I would like to know what is the best architecture style for creating application 1.) for server or 2.) when you want to create application from beginning (not necessary with server etc...).
My question is: "Do you know some source when I can read about usage of I/O threads and Worker threads?" As I can understand. When you need to create a good application it is good practice to separate I/O threads and Work threads. But I am not possible to find some good explanation with examples on web. Can someone write me how this architecture should work?
How for example Spring boot apply this? There are many examples with some usage of Spring boot on web. But I have not realized that I would find any example with separation of work of this two types of threads. Or just to describe some principles or examples.
Thank you
CodePudding user response:
Check on books like Pattern Oriented Software Architecture, especially volume 2: https://en.wikipedia.org/wiki/Pattern-Oriented_Software_Architecture
Understand how the Multiprocessing Module in Apache httpd works. Why are there three of them (prefork, worker, event)? How did they evolve?
Look at thread pool usage in application servers like Wildfly.
CodePudding user response:
The typical solution is to use some SEDA design: Staged Event-driven Architecture. Often each stage is made of reactors; so threads executing some event loop and moving tasks from one stage to the next (e.g. from socket read -> process -> socket write). E.g Hazelcast, Kafka, and Cassandra are good examples of that.
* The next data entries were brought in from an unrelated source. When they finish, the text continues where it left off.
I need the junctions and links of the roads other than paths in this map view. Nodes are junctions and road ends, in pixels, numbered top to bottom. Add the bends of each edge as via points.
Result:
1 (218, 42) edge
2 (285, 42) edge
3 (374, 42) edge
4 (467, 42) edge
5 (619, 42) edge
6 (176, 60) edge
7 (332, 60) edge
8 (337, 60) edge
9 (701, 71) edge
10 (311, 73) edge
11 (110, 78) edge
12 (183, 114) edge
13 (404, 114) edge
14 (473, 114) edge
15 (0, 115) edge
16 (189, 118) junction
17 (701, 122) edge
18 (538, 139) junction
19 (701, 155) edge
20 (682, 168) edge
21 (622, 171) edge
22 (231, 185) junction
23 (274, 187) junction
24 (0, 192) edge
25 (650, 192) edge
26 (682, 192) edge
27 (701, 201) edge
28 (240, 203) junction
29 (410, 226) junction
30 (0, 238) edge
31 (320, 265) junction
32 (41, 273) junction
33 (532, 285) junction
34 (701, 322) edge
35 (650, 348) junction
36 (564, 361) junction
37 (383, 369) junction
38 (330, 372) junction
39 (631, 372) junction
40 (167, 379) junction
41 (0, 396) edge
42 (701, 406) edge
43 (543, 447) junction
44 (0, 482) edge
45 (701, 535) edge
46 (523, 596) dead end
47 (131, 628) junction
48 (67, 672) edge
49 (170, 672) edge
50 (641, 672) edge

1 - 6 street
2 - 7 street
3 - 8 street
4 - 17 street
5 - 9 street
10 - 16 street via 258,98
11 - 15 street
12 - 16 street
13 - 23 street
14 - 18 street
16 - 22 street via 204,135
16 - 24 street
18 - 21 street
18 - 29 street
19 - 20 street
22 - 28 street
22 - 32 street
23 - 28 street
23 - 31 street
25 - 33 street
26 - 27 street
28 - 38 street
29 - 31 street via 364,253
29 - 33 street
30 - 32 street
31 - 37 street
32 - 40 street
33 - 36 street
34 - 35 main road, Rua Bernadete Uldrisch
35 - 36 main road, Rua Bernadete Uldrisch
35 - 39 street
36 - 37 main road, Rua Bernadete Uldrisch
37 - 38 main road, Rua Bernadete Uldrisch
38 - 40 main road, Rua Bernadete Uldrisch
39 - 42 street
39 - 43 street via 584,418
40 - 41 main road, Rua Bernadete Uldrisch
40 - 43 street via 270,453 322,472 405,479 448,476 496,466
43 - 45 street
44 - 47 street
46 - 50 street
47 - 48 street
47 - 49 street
But recently, for high-performance systems, there is a shift to thread per core designs. So instead of having different stages, there is just a single stage. At this stage, all activities are performed: reading/writing socket, reading/writing disk, actual logic etc. So the processing of a single request is done on a single thread. The big advantage is that it scales a lot better and can provide superior performance. Scylla/Redpanda/Dragonfly are good examples of that.